DRAFT... time-spent (45-min)

This blog post is a work in progress. If anything doesn't seem quite right, please Tweet to me at https://twitter.com/shaunluttin.

The intended audience for this post is software developers that are familiar with CQRS/ES and want a story about someone who has been using it for five weeks.

Directory Structure

domain/
  models/
  commands/
  events/
  snapshotUpdateServices/
repositories/
  commands/
  queries/
infrastructure/
  Command.ts
  Event.ts
  EventStoreService.ts
  CommandHandler.ts                                                                           

Before introducing CQRS/ES, the existing system was following Domain Driven Design. The models/ directory contained Domain Models and the repositories/ directory contained interfaces for populating those models from some data store.

Adding CQRS/ES involved introducing the additional directories and also split repositories/ into command/ and queries/.

  • The infrastructure/ directory contains domain-agnostic CQRS/ES machinery.
  • The remaining directories contain domain-specific stuff such as the command/event pair CreateNewInvoice and NewInvoiceCreated.
  • The snapshotUpdateServices/ directory is somewhat unconventional and is responsible for updating the domain models when relevant events occur.

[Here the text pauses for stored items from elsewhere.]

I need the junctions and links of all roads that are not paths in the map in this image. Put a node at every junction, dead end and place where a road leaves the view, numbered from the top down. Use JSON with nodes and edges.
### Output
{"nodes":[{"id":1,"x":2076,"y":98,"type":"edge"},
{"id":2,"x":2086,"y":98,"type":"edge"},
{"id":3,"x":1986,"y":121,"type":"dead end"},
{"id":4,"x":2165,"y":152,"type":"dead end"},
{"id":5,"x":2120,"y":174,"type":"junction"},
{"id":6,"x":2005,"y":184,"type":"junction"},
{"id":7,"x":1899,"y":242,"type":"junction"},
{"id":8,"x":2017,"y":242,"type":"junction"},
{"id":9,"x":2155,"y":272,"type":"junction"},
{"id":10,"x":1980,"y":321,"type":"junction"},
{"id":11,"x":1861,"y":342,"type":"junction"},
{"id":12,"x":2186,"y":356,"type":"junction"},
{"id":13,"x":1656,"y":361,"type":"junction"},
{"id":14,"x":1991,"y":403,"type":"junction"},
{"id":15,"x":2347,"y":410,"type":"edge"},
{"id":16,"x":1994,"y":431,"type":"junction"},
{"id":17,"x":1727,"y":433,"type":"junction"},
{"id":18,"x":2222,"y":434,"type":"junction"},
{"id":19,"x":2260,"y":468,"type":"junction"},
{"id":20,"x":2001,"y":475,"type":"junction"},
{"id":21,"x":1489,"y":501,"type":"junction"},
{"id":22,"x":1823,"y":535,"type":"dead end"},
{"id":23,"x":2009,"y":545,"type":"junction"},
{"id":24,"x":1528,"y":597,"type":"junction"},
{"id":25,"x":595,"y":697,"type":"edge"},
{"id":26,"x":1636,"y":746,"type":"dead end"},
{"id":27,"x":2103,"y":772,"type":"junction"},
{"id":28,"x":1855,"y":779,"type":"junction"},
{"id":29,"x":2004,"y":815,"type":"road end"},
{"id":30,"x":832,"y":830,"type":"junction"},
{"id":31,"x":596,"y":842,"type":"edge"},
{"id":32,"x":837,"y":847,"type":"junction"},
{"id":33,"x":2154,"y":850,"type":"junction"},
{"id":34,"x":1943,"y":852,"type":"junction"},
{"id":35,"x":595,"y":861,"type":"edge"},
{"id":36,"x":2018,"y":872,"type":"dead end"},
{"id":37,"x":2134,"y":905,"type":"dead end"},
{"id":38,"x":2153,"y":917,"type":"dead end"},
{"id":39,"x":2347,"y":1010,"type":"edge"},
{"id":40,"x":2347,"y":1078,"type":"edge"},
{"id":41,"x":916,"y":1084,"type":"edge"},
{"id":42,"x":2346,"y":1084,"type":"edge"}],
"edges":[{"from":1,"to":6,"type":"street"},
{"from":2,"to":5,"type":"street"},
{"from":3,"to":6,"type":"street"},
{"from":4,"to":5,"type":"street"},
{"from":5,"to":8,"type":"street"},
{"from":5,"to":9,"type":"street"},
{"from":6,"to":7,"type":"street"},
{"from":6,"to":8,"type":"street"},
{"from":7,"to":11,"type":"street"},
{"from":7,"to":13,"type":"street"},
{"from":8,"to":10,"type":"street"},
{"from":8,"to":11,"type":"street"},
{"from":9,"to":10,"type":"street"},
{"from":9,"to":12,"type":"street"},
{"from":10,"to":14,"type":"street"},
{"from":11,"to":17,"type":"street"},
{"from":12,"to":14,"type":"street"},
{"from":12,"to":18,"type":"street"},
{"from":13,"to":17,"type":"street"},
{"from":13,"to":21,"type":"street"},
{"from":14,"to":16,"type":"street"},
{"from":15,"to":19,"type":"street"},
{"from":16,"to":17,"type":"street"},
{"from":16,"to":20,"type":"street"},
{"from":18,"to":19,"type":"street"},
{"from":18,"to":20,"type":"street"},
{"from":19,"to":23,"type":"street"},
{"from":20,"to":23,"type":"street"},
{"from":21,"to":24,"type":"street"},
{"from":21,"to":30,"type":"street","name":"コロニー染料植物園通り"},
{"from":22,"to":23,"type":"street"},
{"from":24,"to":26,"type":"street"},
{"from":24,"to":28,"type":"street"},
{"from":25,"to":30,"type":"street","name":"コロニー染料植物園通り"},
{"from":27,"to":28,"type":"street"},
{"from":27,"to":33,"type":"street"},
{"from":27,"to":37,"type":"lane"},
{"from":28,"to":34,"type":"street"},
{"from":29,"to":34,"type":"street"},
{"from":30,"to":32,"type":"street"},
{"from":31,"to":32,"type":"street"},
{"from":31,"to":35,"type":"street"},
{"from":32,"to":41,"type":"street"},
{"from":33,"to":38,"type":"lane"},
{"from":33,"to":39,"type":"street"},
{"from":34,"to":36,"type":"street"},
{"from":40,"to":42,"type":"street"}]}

It's a (temporary) concession that allows the system to continue running its queries against the domain model.

Separation of Command/Query Responsibilities

In the canonical pattern, domain commands produce domain event models, which the system writes to the event store, and queries run against view models that materialize from the event store. That means that the "write model" consists of domain event models, the "read model"  consists of view models, and that both use the event store are their source of truth.

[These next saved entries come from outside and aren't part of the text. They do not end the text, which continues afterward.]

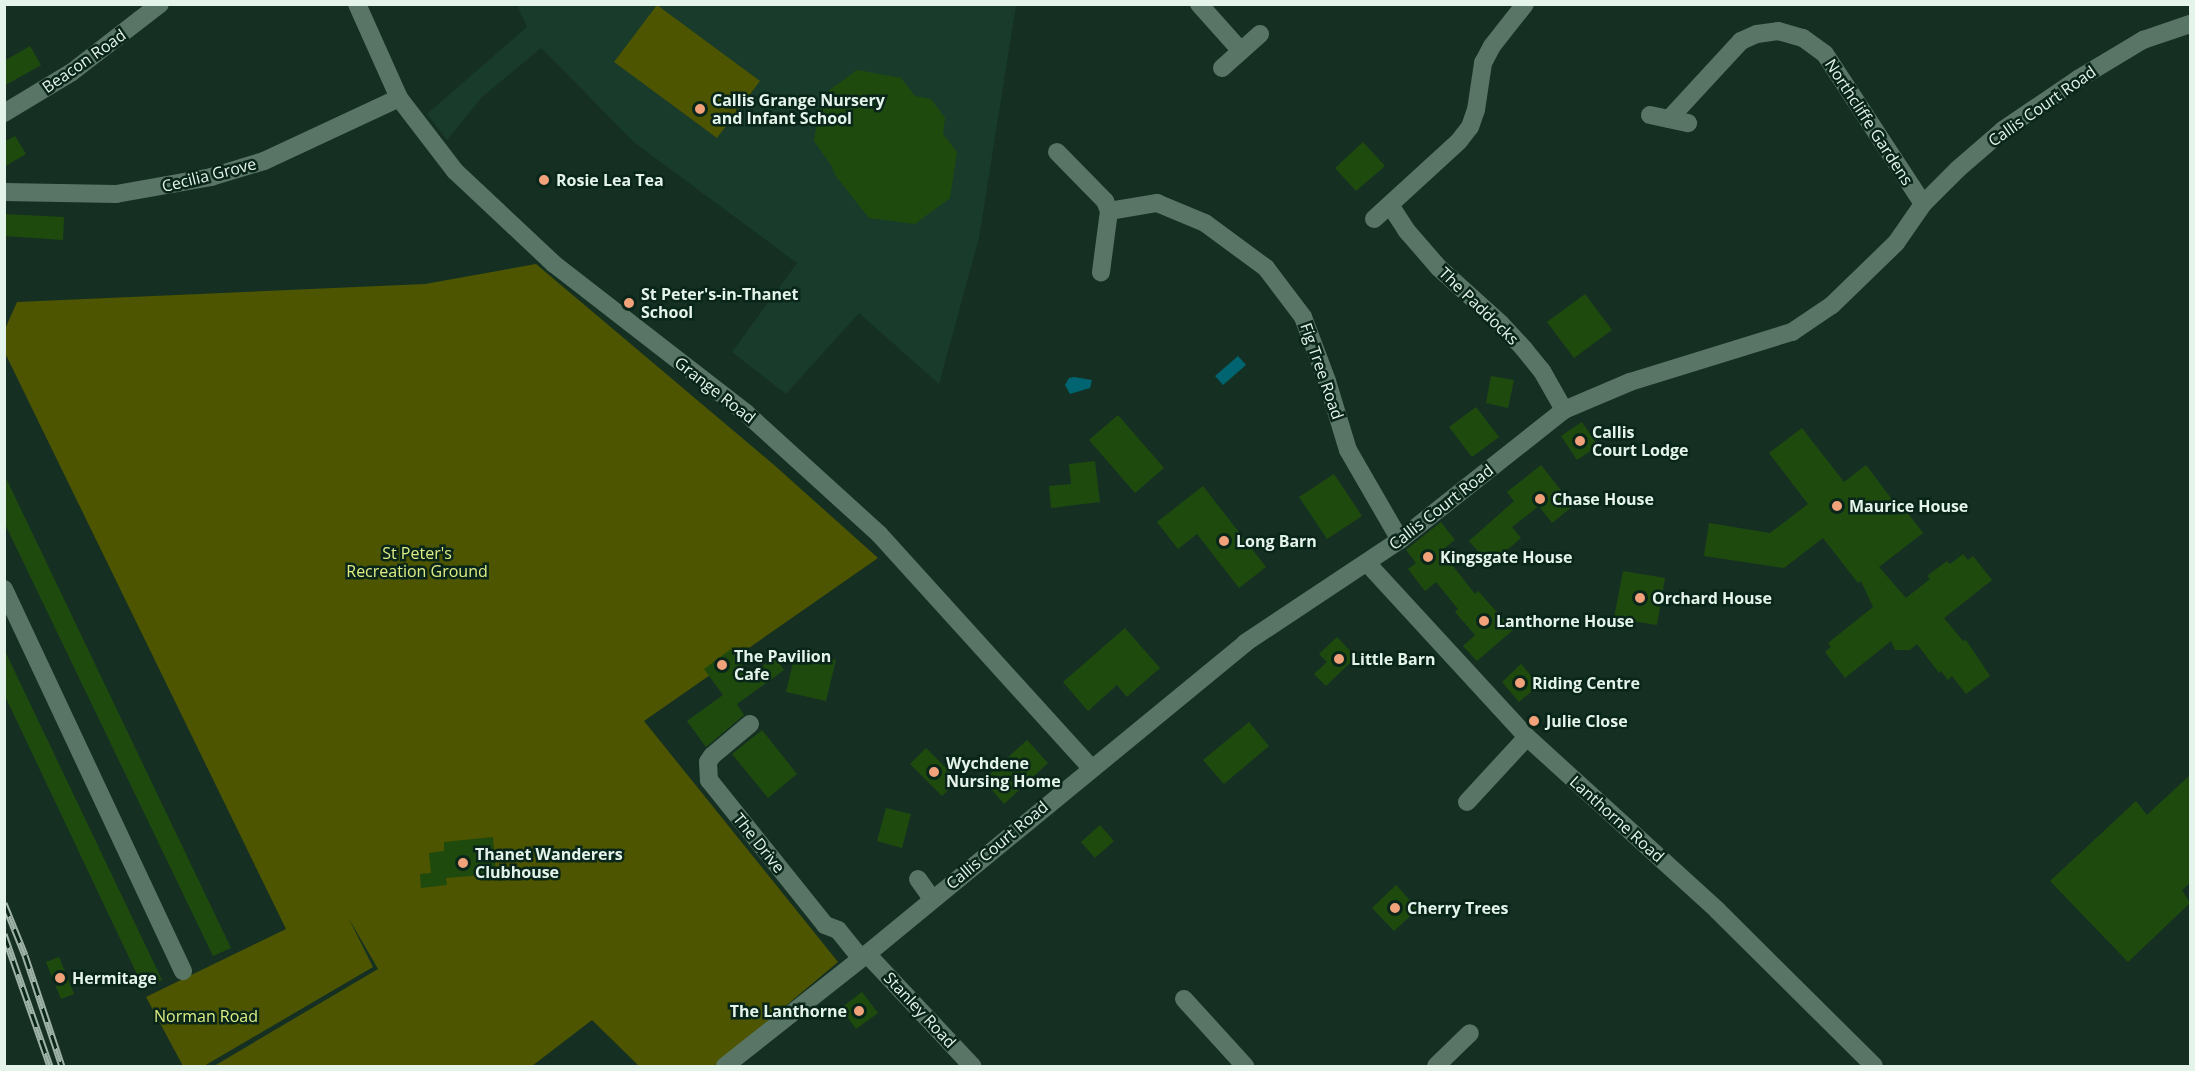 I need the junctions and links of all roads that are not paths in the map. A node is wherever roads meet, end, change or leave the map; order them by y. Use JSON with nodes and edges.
{"nodes":[{"id":1,"x":160,"y":4,"type":"edge"},
{"id":2,"x":357,"y":4,"type":"edge"},
{"id":3,"x":1199,"y":4,"type":"edge"},
{"id":4,"x":1525,"y":4,"type":"edge"},
{"id":5,"x":2190,"y":24,"type":"edge"},
{"id":6,"x":1260,"y":34,"type":"dead end"},
{"id":7,"x":1241,"y":51,"type":"junction"},
{"id":8,"x":1222,"y":68,"type":"dead end"},
{"id":9,"x":399,"y":98,"type":"junction"},
{"id":10,"x":4,"y":113,"type":"edge"},
{"id":11,"x":1650,"y":115,"type":"dead end"},
{"id":12,"x":1669,"y":119,"type":"junction"},
{"id":13,"x":1689,"y":123,"type":"dead end"},
{"id":14,"x":1061,"y":164,"type":"dead end"},
{"id":15,"x":4,"y":192,"type":"edge"},
{"id":16,"x":1923,"y":204,"type":"junction"},
{"id":17,"x":1390,"y":205,"type":"junction"},
{"id":18,"x":1109,"y":211,"type":"junction"},
{"id":19,"x":1374,"y":219,"type":"dead end"},
{"id":20,"x":1102,"y":272,"type":"dead end"},
{"id":21,"x":1564,"y":410,"type":"junction"},
{"id":22,"x":1400,"y":540,"type":"junction"},
{"id":23,"x":1367,"y":563,"type":"junction"},
{"id":24,"x":4,"y":589,"type":"edge"},
{"id":25,"x":750,"y":724,"type":"dead end"},
{"id":26,"x":1527,"y":737,"type":"junction"},
{"id":27,"x":1091,"y":768,"type":"junction"},
{"id":28,"x":1465,"y":805,"type":"dead end"},
{"id":29,"x":918,"y":879,"type":"dead end"},
{"id":30,"x":932,"y":899,"type":"junction"},
{"id":31,"x":864,"y":956,"type":"junction"},
{"id":32,"x":183,"y":971,"type":"dead end"},
{"id":33,"x":1184,"y":999,"type":"dead end"},
{"id":34,"x":1470,"y":1033,"type":"dead end"},
{"id":35,"x":725,"y":1066,"type":"edge"},
{"id":36,"x":972,"y":1066,"type":"edge"},
{"id":37,"x":1245,"y":1066,"type":"edge"},
{"id":38,"x":1436,"y":1066,"type":"edge"},
{"id":39,"x":1874,"y":1066,"type":"edge"}],
"edges":[{"from":1,"to":10,"type":"street","name":"Beacon Road"},
{"from":2,"to":9,"type":"street","name":"Grange Road"},
{"from":3,"to":7,"type":"street"},
{"from":4,"to":17,"type":"street"},
{"from":5,"to":16,"type":"street","name":"Callis Court Road"},
{"from":6,"to":7,"type":"street"},
{"from":7,"to":8,"type":"street"},
{"from":9,"to":15,"type":"street","name":"Cecilia Grove"},
{"from":9,"to":27,"type":"street","name":"Grange Road"},
{"from":11,"to":12,"type":"street"},
{"from":12,"to":13,"type":"street"},
{"from":12,"to":16,"type":"street","name":"Northcliffe Gardens"},
{"from":14,"to":18,"type":"street"},
{"from":16,"to":21,"type":"street","name":"Callis Court Road"},
{"from":17,"to":19,"type":"street"},
{"from":17,"to":21,"type":"street","name":"The Paddocks"},
{"from":18,"to":20,"type":"street"},
{"from":18,"to":22,"type":"street","name":"Fig Tree Road"},
{"from":21,"to":22,"type":"street","name":"Callis Court Road"},
{"from":22,"to":23,"type":"street","name":"Callis Court Road"},
{"from":23,"to":26,"type":"street","name":"Lanthorne Road"},
{"from":23,"to":27,"type":"street","name":"Callis Court Road"},
{"from":24,"to":32,"type":"street"},
{"from":25,"to":31,"type":"street","name":"The Drive"},
{"from":26,"to":28,"type":"street"},
{"from":26,"to":39,"type":"street","name":"Lanthorne Road"},
{"from":27,"to":30,"type":"street","name":"Callis Court Road"},
{"from":29,"to":30,"type":"street"},
{"from":30,"to":31,"type":"street","name":"Callis Court Road"},
{"from":31,"to":35,"type":"street","name":"Callis Court Road"},
{"from":31,"to":36,"type":"street","name":"Stanley Road"},
{"from":33,"to":37,"type":"street"},
{"from":34,"to":38,"type":"street"}]}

The snapshotUpdateServices/ exists because our existing system was already performing reads and writes against the domain model. Instead of moving away from that entirely, we changed our write model to domain events, which follows the canonical pattern, and introduced the snapshotUpdateServices/, which listens to events as they occur and makes appropriate updates to the domain models. This is similar to the Materialized View pattern, with the difference that the snapshotUpdateServices/ update domain models instead of updating view-specific ones. This approach allowed us to keep our existing read system intact while migrating to CQRS/ES.